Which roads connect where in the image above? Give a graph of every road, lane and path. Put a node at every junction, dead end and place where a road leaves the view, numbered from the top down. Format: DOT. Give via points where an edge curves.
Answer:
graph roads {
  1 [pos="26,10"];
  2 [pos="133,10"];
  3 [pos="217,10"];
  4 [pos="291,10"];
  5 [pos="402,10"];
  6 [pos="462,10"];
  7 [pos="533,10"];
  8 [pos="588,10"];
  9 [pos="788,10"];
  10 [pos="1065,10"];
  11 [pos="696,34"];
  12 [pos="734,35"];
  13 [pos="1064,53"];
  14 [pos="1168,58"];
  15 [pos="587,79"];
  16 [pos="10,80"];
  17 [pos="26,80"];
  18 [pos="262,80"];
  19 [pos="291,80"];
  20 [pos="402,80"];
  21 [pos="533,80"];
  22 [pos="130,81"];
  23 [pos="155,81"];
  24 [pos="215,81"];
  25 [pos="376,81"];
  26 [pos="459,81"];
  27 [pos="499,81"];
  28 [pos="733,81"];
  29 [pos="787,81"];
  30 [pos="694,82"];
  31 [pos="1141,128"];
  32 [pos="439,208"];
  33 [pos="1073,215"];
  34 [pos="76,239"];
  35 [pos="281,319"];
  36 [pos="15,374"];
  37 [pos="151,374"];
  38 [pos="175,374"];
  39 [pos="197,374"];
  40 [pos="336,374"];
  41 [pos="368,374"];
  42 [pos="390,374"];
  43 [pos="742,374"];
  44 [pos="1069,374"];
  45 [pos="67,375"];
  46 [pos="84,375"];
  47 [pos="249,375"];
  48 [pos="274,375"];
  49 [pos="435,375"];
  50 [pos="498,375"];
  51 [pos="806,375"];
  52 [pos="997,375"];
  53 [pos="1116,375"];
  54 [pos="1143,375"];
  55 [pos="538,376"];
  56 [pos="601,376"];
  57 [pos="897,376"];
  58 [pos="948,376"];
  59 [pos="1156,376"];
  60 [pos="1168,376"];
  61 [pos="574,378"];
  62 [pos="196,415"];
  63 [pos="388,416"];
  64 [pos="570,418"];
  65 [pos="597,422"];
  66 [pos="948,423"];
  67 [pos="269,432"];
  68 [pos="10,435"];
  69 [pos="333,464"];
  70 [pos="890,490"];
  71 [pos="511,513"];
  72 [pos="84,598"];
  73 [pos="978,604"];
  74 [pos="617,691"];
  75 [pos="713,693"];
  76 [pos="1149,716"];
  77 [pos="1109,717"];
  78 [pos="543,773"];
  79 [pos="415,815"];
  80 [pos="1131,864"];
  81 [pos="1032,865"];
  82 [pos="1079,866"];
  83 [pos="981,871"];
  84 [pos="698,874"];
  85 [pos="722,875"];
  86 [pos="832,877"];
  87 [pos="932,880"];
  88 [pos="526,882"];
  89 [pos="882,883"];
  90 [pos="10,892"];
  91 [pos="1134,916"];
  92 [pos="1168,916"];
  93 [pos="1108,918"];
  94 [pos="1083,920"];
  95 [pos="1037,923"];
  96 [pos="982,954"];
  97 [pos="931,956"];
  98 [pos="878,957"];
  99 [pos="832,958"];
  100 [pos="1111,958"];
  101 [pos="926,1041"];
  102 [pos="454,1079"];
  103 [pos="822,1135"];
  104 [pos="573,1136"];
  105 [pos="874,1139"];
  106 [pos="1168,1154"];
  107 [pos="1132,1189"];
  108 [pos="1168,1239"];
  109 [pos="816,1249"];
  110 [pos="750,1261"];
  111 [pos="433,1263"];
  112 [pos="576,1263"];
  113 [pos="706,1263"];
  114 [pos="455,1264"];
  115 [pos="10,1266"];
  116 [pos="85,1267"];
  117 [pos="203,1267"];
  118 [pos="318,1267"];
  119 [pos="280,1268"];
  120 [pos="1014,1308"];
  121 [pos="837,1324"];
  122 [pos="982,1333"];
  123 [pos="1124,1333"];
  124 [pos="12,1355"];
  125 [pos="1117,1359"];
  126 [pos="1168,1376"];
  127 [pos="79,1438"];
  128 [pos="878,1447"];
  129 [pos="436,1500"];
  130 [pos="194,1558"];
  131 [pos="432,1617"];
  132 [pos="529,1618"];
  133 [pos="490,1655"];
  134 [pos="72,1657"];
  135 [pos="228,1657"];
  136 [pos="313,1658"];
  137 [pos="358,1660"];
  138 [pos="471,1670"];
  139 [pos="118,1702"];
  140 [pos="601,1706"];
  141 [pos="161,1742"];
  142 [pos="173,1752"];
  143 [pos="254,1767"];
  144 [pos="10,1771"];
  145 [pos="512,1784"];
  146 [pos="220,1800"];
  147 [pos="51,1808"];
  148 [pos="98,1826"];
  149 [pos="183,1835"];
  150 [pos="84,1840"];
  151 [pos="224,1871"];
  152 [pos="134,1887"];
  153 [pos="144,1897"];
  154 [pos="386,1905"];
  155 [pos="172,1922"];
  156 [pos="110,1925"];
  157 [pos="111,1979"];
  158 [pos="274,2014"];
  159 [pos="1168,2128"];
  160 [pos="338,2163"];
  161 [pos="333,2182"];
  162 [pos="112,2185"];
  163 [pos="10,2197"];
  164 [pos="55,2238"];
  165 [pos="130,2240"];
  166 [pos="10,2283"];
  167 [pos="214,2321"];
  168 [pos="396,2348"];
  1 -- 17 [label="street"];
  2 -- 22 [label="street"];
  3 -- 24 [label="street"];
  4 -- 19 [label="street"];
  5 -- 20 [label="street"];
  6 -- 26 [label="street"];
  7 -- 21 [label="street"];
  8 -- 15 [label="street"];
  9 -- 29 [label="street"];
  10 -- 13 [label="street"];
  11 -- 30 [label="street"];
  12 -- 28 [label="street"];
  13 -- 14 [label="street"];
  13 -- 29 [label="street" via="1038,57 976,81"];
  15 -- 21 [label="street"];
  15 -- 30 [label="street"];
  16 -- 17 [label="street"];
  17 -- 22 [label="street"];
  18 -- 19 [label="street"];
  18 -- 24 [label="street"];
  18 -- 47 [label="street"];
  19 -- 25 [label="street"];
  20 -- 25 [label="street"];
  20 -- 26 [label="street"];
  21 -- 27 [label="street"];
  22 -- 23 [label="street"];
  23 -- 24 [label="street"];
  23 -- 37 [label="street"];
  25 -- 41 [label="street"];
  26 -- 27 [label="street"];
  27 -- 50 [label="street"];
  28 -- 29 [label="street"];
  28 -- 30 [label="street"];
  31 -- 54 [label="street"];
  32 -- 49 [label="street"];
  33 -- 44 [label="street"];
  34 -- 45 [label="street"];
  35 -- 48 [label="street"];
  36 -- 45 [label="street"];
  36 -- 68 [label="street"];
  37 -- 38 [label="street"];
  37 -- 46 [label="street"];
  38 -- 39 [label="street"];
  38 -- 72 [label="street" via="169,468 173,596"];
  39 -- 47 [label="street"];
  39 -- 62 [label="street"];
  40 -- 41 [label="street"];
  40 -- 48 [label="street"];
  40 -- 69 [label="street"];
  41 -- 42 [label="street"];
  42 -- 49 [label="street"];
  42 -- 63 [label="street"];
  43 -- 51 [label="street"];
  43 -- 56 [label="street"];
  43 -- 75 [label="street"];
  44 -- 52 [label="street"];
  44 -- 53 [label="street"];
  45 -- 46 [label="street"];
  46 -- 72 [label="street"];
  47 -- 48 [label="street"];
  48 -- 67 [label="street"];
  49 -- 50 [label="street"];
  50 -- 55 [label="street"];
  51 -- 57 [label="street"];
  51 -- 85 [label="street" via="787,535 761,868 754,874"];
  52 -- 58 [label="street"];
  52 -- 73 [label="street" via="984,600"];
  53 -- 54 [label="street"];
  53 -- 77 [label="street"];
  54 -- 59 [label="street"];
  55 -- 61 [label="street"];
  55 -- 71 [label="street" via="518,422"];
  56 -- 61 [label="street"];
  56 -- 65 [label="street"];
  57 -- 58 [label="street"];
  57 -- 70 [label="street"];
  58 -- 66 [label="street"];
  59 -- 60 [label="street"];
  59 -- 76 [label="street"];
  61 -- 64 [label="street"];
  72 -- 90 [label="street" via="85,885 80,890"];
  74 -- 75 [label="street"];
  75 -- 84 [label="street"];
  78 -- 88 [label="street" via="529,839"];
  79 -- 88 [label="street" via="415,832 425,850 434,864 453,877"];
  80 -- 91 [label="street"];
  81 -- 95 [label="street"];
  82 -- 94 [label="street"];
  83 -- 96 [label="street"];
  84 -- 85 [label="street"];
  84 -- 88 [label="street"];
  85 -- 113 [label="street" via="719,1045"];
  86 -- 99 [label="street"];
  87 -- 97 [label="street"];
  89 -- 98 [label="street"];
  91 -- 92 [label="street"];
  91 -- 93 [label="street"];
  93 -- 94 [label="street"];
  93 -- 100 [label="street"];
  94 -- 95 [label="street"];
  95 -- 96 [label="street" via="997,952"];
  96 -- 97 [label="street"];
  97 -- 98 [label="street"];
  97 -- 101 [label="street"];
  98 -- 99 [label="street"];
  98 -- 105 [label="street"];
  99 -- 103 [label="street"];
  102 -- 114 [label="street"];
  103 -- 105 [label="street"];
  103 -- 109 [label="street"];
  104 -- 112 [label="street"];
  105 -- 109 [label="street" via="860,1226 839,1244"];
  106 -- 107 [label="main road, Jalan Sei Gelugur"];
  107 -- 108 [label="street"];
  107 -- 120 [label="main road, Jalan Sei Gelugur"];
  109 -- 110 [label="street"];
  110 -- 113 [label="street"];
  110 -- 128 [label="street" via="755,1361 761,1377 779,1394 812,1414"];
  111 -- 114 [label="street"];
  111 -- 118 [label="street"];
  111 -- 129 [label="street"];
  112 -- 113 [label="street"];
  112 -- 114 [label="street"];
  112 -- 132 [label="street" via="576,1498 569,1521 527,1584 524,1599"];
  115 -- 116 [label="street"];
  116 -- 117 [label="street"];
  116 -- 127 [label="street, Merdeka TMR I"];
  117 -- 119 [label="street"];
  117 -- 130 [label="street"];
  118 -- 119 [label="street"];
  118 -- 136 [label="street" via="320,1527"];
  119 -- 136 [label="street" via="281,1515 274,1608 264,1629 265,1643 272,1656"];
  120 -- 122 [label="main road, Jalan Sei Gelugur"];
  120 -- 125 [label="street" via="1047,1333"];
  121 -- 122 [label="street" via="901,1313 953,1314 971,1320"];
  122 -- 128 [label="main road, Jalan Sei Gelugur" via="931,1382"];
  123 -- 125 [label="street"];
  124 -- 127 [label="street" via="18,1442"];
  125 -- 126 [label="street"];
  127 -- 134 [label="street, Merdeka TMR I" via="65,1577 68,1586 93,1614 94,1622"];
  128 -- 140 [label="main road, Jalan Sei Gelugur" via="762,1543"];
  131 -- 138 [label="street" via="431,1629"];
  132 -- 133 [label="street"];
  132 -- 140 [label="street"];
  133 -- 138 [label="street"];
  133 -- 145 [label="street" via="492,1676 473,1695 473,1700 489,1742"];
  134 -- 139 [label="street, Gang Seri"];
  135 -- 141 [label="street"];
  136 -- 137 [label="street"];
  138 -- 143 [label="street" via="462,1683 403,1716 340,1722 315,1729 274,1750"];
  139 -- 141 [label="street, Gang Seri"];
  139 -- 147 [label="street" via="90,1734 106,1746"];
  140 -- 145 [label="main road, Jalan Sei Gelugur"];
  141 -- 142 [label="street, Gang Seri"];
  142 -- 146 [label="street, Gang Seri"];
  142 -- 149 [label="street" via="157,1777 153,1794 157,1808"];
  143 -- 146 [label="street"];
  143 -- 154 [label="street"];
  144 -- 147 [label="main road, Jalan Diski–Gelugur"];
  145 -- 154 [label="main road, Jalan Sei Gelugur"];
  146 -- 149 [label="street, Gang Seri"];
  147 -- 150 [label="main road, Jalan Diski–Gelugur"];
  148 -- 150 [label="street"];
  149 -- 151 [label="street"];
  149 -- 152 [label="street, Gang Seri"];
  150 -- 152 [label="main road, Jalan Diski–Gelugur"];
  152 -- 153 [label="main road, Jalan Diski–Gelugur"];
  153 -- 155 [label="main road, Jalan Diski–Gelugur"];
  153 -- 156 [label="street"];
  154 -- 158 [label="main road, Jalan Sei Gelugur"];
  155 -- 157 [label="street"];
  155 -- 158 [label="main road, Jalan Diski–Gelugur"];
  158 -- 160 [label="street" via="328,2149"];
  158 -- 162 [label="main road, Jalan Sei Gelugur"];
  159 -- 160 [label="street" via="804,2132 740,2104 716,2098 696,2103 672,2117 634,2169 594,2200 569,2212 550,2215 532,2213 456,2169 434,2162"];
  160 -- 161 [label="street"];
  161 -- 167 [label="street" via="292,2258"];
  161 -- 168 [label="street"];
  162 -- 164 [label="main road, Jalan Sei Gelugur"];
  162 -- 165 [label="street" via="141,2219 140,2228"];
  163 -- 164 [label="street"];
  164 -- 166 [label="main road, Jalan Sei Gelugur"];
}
§ §
• Task instructions:
Report only how many lines in the entries above contain the string "graph".

• Solution for this exercise:
2